Tuesday, January 11, 2022

Glenn Youngkin Has Begun His Assault on the Environment

Glenn Youngkin - who ran a slick but extremely dishonest campaign where the truth was irrelevant - has not yet been sworn in as governor of Virginia (that sad event takes place this coming weekend), yet he has already signaled that the environment will be under assult during his regime and that he is a climate change denier.  Not even sworn into office, he has ssaid that he will be cutting funding to the Hampton Roads area aimed at combating sealevel rise and that he will withdraw Virginia from the Regional Greenhouse Gas Initiative, an emissions-cutting pact among Northeastern and Mid-Atlantic states.  Perhaps even more troubling is his nomination of Andrew Wheeler, a former Trump Environmental Protection Agency chief and onetime coal lobbyist who sought to gut clean air and clean water regulations, to be the state’s secretary of natural resources.  Throughout his campaign Youngkin posed as a supposed moderate even as he surrounded himself with and found support among out and out extremists (e.g., the hate group, Family Research Council).  Virginans' who sat on their asses or who were duped by Youngkin's "parental rights" ploy are likely about to learn the gravity of their mistake.  A column in the Washington Post looks at the threat to Virginia's environment.  Here are excerpts:

Glenn Youngkin, Virginia’s governor-elect, campaigned as a practical, no-nonsense business executive. But on at least one crucial set of issues — energy and the environment — the Republican is preparing to govern in a manner far out of step with the moderate state he will soon lead.

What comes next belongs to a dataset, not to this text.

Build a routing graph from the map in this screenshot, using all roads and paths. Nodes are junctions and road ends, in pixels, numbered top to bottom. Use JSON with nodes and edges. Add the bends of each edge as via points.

Last month, Mr. Youngkin announced he would pull Virginia out of the Regional Greenhouse Gas Initiative, an emissions-cutting pact among Northeastern and Mid-Atlantic states, in defiance of common sense and, perhaps, state law. Then, last Wednesday, the governor-elect nominated Andrew Wheeler, a former Trump Environmental Protection Agency chief and onetime coal lobbyist, to be the state’s secretary of natural resources.

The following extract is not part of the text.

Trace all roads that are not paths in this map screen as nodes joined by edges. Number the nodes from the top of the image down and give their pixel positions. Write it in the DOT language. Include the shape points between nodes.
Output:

Confirmation fights are rare in Virginia; the legislature tends to allow governors to staff their administrations as they choose. The General Assembly has not refused to confirm a governor’s nominee in 16 years. In general, this is a sound practice. But Mr. Wheeler’s nomination is a thumb in the eye of anyone who cares about climate change or practically any other environmental issue, and Democrats should be outraged.

During his time leading the EPA, Mr. Wheeler was the ultimate fox-guarding-the-henhouse figure, helping President Donald Trump roll back about 100 environmental rules addressing an astonishing variety of problems, according to a New York Times count. His first major act was relaxing standards for handling toxic coal ash, to industry cheers. He gutted a policy designed to transition the country off pollution-spewing coal power plants. He canceled efforts to regulate perchlorate, a chemical that damages babies’ brains, in drinking water. He slow-walked the replacement of lead pipes.

He ripped up rules to stop the nation’s least responsible oil and gas drillers from pumping massive amounts of methane into the air. Perhaps his most egregious move was barring the EPA from considering a vast amount of peer-reviewed scientific evidence, hobbling the agency’s ability to make fact-based decisions about the nation’s air and water.

Virginia has a strong climate law in place, aiming to eliminate by mid-century planet-warming greenhouse gas emissions from the state’s electricity sector. This big transition will require a sustained effort over decades. Democrats worry, with reason, that Mr. Wheeler will do all he can to undermine and delay the law’s implementation, not to mention the other environmental issues to which he may apply his poor judgment.

That may be what Mr. Youngkin wants. In his statement announcing Mr. Wheeler’s nomination, the governor-elect insisted that Virginia “needs a diverse energy portfolio,” signaling a desire to preserve fossil fuels in the energy mix despite their environmental drawbacks. But this is not the future that state law envisions, nor should it be. Neither Virginia nor the rest of the nation can stop using fossil fuels tomorrow. But it should be every state official’s goal to cut polluting fuels as fast as practicable.

Mr. Youngkin should find a better steward of Virginia’s environment.

I predict that this is only the first of many extremist actions will will see from Youngkin.  Just wait for what the Christofascists and evangelicals will pressure him to do.  Be very worried about the future.